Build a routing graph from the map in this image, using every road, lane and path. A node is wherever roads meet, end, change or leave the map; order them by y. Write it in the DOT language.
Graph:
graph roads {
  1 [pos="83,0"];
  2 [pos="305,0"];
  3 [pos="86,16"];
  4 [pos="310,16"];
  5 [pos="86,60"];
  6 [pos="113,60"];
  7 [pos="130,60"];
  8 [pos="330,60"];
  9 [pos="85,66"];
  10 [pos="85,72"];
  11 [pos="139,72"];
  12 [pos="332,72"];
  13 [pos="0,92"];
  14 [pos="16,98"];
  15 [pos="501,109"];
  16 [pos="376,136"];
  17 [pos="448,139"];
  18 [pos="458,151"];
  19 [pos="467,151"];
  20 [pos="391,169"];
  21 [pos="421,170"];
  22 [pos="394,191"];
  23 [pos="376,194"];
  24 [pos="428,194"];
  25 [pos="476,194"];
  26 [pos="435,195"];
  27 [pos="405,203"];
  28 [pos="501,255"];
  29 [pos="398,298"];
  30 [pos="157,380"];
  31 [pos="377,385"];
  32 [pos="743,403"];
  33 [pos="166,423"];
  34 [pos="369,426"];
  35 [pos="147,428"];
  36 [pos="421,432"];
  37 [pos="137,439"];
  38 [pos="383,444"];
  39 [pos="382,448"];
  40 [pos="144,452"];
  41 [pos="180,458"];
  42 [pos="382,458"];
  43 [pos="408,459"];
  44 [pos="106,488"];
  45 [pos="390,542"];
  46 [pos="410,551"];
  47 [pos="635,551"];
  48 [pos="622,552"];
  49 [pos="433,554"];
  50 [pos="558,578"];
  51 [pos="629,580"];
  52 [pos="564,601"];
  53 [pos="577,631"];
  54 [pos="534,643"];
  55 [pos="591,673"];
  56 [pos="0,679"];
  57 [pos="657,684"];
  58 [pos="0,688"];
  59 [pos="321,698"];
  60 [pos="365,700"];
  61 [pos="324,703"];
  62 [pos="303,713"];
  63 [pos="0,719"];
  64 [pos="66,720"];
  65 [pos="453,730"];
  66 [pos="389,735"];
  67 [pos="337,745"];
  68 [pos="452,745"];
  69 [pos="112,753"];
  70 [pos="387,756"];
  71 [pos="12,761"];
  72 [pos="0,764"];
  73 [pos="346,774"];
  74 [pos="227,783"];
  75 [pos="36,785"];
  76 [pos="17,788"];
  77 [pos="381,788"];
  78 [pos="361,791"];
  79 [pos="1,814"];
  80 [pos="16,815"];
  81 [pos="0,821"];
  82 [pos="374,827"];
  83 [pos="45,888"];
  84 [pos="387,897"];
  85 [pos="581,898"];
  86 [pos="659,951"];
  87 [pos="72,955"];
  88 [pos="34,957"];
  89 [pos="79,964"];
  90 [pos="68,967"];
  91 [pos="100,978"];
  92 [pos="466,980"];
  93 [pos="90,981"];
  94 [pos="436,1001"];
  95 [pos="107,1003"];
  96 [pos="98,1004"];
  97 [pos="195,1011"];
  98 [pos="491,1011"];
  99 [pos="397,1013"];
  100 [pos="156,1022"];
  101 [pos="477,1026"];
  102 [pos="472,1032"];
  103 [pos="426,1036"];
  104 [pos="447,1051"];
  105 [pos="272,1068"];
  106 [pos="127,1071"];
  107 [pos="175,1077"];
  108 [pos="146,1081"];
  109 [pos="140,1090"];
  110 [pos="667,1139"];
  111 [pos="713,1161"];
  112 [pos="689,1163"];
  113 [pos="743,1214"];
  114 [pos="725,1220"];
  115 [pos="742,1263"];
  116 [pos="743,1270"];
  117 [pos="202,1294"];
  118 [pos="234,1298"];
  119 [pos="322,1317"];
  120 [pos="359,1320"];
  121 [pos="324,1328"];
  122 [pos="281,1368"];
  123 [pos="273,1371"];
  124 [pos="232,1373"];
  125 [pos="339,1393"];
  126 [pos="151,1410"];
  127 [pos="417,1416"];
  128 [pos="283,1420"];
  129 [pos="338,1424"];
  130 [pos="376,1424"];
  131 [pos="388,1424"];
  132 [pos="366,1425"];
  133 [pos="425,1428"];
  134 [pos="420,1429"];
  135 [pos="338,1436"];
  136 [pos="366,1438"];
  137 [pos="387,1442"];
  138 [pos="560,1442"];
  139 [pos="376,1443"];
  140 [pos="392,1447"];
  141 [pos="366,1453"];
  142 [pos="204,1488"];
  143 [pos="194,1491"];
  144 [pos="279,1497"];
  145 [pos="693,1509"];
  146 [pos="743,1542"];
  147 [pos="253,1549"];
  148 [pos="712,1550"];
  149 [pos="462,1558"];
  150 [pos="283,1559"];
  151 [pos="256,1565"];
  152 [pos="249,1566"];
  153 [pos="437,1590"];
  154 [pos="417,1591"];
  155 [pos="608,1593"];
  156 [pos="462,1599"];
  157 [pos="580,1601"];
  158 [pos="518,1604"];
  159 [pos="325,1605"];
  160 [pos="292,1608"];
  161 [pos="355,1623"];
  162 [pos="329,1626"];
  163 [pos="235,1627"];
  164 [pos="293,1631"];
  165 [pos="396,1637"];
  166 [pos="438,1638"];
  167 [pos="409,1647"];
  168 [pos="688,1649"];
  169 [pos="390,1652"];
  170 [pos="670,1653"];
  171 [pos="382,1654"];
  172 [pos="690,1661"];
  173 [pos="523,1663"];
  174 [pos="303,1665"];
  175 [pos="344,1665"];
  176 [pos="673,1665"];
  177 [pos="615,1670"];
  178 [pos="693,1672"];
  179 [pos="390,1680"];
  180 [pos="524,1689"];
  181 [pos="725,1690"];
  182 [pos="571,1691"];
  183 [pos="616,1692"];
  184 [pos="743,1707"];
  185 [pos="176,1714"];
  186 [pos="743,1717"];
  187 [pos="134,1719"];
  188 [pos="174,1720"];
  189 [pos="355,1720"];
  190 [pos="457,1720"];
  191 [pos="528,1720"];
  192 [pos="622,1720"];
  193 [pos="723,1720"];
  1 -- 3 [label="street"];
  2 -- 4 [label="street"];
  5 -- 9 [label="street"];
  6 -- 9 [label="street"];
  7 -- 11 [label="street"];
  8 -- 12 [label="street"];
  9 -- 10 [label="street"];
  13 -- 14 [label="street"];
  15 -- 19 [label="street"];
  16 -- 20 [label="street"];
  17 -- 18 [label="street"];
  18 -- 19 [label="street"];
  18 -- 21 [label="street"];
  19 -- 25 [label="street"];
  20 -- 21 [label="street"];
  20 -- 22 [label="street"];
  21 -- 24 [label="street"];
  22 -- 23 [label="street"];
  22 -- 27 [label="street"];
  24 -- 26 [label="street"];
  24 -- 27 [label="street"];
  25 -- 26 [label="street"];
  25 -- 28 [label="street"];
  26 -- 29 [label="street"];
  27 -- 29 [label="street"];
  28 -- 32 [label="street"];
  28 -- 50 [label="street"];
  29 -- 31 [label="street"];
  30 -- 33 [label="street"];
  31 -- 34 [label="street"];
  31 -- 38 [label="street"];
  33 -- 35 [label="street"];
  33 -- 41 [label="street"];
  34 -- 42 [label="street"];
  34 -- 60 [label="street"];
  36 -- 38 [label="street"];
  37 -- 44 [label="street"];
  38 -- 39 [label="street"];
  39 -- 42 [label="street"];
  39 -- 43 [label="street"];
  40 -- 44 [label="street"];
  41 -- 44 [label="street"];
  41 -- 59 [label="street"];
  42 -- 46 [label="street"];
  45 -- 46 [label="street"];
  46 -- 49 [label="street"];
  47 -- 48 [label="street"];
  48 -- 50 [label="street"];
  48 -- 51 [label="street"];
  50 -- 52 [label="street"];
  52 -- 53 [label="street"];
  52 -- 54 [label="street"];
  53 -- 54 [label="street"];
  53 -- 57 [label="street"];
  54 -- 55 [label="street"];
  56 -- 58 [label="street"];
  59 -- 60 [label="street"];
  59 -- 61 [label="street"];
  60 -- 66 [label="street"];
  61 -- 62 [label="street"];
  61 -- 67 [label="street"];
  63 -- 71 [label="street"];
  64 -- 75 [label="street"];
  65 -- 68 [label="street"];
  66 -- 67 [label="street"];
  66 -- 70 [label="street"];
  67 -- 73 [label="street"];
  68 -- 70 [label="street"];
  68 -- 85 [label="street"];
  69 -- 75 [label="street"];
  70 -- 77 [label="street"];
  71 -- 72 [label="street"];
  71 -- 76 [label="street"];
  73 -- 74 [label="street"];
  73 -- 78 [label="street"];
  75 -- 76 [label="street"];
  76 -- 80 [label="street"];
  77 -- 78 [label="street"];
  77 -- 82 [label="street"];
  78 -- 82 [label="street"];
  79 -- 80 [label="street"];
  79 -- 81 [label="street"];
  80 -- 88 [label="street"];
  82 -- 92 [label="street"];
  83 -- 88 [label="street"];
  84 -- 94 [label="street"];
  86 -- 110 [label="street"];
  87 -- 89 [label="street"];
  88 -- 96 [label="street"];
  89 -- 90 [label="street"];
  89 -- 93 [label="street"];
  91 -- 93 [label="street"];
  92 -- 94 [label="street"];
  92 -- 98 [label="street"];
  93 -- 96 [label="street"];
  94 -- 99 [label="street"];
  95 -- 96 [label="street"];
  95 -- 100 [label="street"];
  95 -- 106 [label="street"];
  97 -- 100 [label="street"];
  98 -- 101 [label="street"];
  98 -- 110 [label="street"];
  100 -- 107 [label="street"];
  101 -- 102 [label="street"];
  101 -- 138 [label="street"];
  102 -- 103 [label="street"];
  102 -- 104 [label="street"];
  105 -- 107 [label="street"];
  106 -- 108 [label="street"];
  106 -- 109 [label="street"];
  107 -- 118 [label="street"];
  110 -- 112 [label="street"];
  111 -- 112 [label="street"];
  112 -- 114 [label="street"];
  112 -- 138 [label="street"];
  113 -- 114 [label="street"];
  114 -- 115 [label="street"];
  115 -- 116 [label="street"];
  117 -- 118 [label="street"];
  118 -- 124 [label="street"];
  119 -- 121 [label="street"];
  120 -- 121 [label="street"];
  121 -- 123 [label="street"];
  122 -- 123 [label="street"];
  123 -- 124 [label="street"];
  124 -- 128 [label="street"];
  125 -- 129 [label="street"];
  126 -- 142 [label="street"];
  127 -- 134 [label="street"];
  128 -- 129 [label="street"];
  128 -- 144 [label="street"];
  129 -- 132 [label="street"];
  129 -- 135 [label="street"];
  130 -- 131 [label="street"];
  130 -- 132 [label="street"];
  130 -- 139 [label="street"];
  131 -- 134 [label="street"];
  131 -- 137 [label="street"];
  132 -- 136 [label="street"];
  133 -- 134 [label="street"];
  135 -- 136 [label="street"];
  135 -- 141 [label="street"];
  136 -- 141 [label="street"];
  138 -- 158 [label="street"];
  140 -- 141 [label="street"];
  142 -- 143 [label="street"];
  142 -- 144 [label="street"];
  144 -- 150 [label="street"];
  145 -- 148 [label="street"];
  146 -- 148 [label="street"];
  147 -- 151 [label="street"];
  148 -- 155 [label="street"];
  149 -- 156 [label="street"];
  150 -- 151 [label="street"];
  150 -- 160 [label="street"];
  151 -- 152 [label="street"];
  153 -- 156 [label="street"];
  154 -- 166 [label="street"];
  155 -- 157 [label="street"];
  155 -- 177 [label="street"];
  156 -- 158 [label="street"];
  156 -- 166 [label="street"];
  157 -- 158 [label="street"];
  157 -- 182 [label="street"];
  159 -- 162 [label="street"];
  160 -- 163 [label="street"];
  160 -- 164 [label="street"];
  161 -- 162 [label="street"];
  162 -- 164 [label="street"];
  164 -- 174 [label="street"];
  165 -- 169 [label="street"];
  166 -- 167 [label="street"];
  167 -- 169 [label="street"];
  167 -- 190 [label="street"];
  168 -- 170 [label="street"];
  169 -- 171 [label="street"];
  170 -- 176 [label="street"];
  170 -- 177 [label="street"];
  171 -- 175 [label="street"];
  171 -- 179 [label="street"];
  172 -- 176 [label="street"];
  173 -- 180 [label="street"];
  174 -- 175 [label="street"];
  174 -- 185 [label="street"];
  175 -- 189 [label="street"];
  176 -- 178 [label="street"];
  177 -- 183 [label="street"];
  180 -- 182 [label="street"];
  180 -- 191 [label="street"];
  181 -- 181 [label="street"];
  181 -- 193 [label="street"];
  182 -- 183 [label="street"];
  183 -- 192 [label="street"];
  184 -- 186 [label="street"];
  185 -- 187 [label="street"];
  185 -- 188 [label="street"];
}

+ + +

* [The task]: When a line in the material includes the word "roads", copy it out.

* [Finished exercise]:
Build a routing graph from the map in this image, using every road, lane and path. A node is wherever roads meet, end, change or leave the map; order them by y. Write it in the DOT language.
graph roads {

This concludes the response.